Running back is a position of major concern, as sophomore Alex Fontenot (6’0” 195 lbs.) is Colorado’s leading returning running back after rushing for 43 yards on 11 carries last season. True freshman Jaren Mangham (6’2” 215 lbs.), a four-star recruit, enrolled early and rushed for 149 yards and three touchdowns on 12 carries in the spring game. Fontenot is thought to be the top back coming out of the spring, but Mangham looked like the guy with the most potential.
Injuries hampered the Colorado offensive line last season, but the upside on that is that a lot of young players gained valuable experience. Sophomore left tackle William Sherman (6’4” 305 lbs.) earned honorable mention all-Pac 12 honors in nine starts as a true freshman. Senior Tim Lynott Jr. (6’3” 300 lbs.) was a freshman all-American but briefly lost his starting spot last season; he’s now battling for a spot either at center or guard. Oklahoma State graduate transfer Arlington Hambright (6’5” 308 lbs.) is slated to arrive on campus this summer; a starter in five games at left tackle last season, he could push Sherman back to his more natural right tackle position.

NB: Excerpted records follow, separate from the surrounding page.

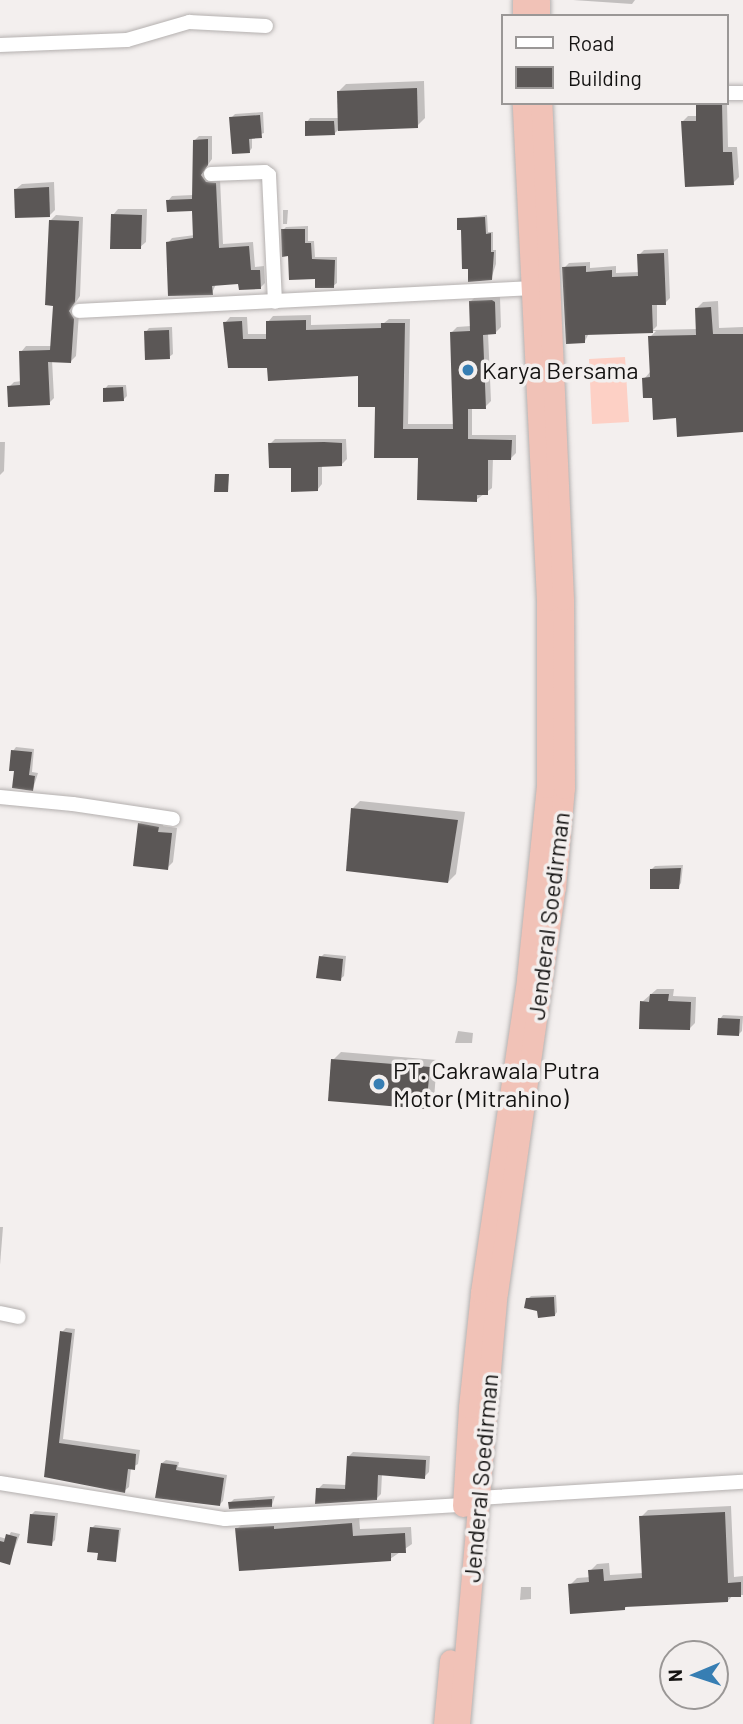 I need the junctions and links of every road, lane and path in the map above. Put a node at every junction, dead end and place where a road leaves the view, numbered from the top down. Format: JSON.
{"nodes":[{"id":1,"x":266,"y":26,"type":"dead end"},
{"id":2,"x":0,"y":45,"type":"edge"},
{"id":3,"x":523,"y":105,"type":"edge"},
{"id":4,"x":541,"y":105,"type":"edge"},
{"id":5,"x":211,"y":174,"type":"dead end"},
{"id":6,"x":531,"y":288,"type":"junction"},
{"id":7,"x":275,"y":302,"type":"junction"},
{"id":8,"x":79,"y":311,"type":"dead end"},
{"id":9,"x":0,"y":797,"type":"edge"},
{"id":10,"x":173,"y":820,"type":"dead end"},
{"id":11,"x":0,"y":1313,"type":"edge"},
{"id":12,"x":19,"y":1317,"type":"dead end"},
{"id":13,"x":743,"y":1482,"type":"edge"},
{"id":14,"x":0,"y":1483,"type":"edge"},
{"id":15,"x":470,"y":1501,"type":"junction"},
{"id":16,"x":444,"y":1724,"type":"edge"},
{"id":17,"x":458,"y":1724,"type":"edge"}],
"edges":[{"from":1,"to":2,"type":"street"},
{"from":3,"to":6,"type":"highway","name":"Jenderal Soedirman"},
{"from":4,"to":15,"type":"highway","name":"Jenderal Soedirman"},
{"from":5,"to":7,"type":"street"},
{"from":6,"to":7,"type":"street"},
{"from":6,"to":15,"type":"highway","name":"Jenderal Soedirman"},
{"from":7,"to":8,"type":"street"},
{"from":9,"to":10,"type":"street"},
{"from":11,"to":12,"type":"street"},
{"from":13,"to":15,"type":"street"},
{"from":14,"to":15,"type":"street"},
{"from":15,"to":16,"type":"highway","name":"Jenderal Soedirman"},
{"from":15,"to":17,"type":"highway","name":"Jenderal Soedirman"}]}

New defensive coordinator Tyson Summers followed Tucker from Georgia, where he also was an analyst. Prior to Georgia, Summers was defensive coordinator at Central Florida and Colorado State before a failed season-and-a-half stint as Georgia Southern’s head coach. Summers has to rebuild a defense that only returns three of the front seven. Up front, only junior defensive end Mustafa Johnson (6’2” 290 lbs.) returns from last season’s two-deep on the defensive line. Johnson’s 73 tackles last season led the defensive line, with 8.5 sacks (led the Pac-12) and 17.5 total tackles for a loss (third in the Pac-12). Colorado was hoping to line him up with Auburn transfer Jaunta’vius Johnson, but Jaunta’vius opted to transfer out after the spring semester after his wife and child were in a serious car accident.

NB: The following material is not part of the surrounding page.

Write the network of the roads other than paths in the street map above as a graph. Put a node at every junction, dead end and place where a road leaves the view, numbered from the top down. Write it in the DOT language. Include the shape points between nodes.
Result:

Only junior inside linebacker Nate Landman (6’3” 230 lbs.) returns in the linebacker corps; Landman’s 123 tackles led the 2018 team. Sophomore outside linebacker Carson Wells (6’4” 245 lbs.) looks to be a likely candidate to start ahead of infamous sophomore Jacob Callier after putting up 34 tackles as a freshman reserve last season. But the other candidates at linebacker, junior Akil Jones (6’0” 235 lbs.) and sophomore Jonathan Van Diest (6’1” 230 lbs.), each only had two tackles last season. Interesting note here: former Nebraska assistant Ross Els was one of three MacIntyre assistant coaches retained by Tucker.

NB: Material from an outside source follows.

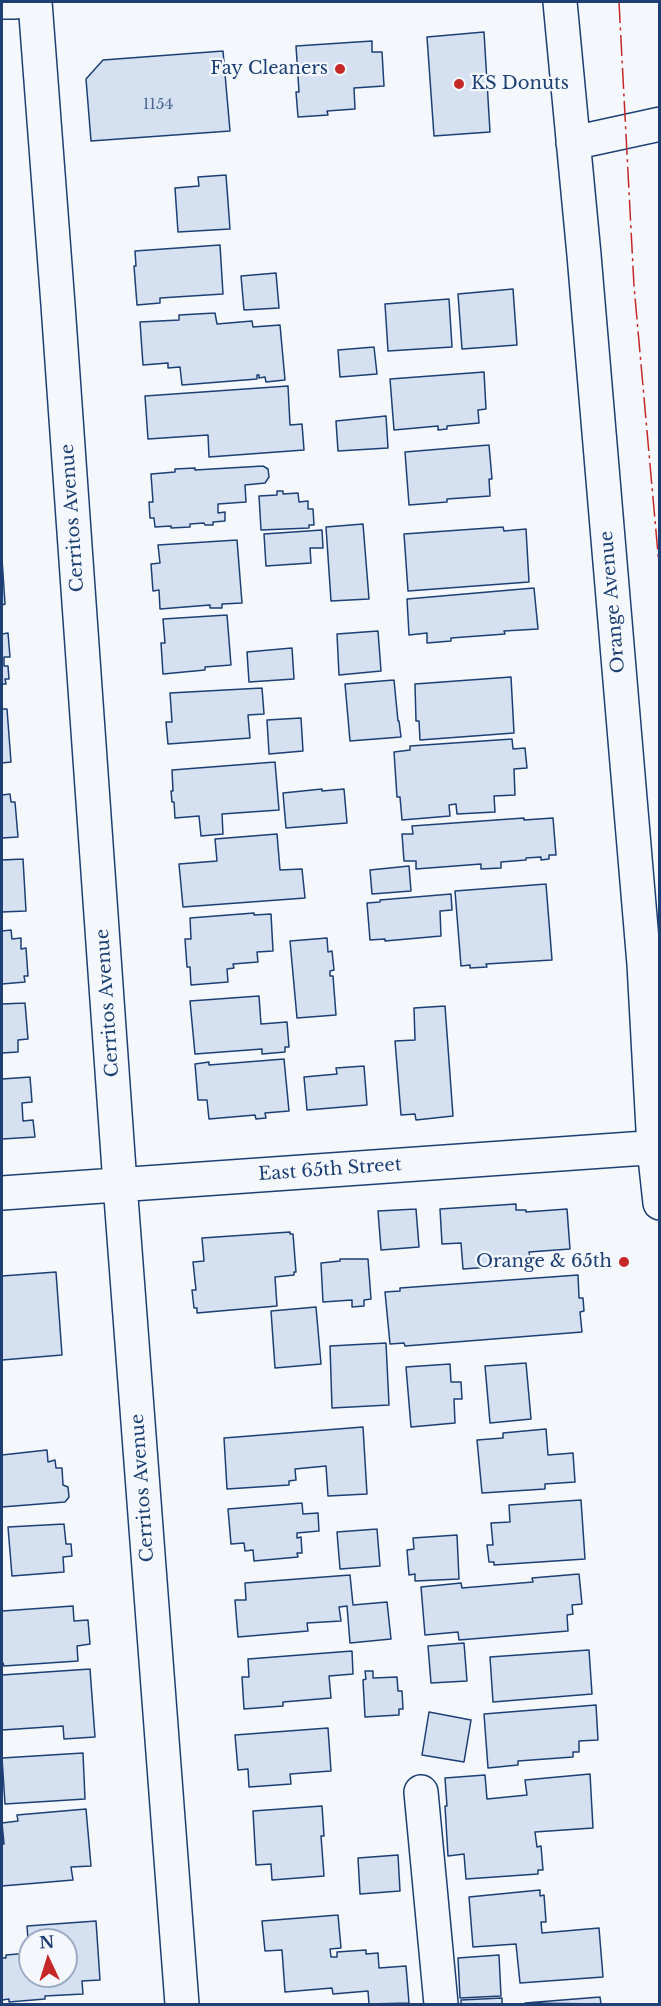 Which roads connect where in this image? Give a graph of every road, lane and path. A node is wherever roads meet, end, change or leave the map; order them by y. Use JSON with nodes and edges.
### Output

In the secondary, only senior nickel back Davion Taylor (6’2” 220 lbs.) and senior cornerback Delrick Abrams (6’3” 180 lbs.) return this season. Taylor had 75 tackles, ranking third on the team last season while Abrams had 44 tackles in 10 games. Besides the graduation departures of last year’s starting safeties, Colorado has seen five members of the secondary quit, transfer or be dismissed from the program so far since last season.
With huge questions on defense and at running back, it seems like Colorado is shaping up for a rebuilding “year zero” season. If you look at Bill Connelly’s analytics, Colorado shapes up to be an underdog this season against everybody they play from outside the state of Colorado. But with six games where they are within a touchdown in the offseason projected spread, it won’t take much improvement and answered questions to turn the Buffs into a bowl eligible team. If that happens, it’s probably because they are outscoring the other team with Laviska Shenault getting serious Heisman hype.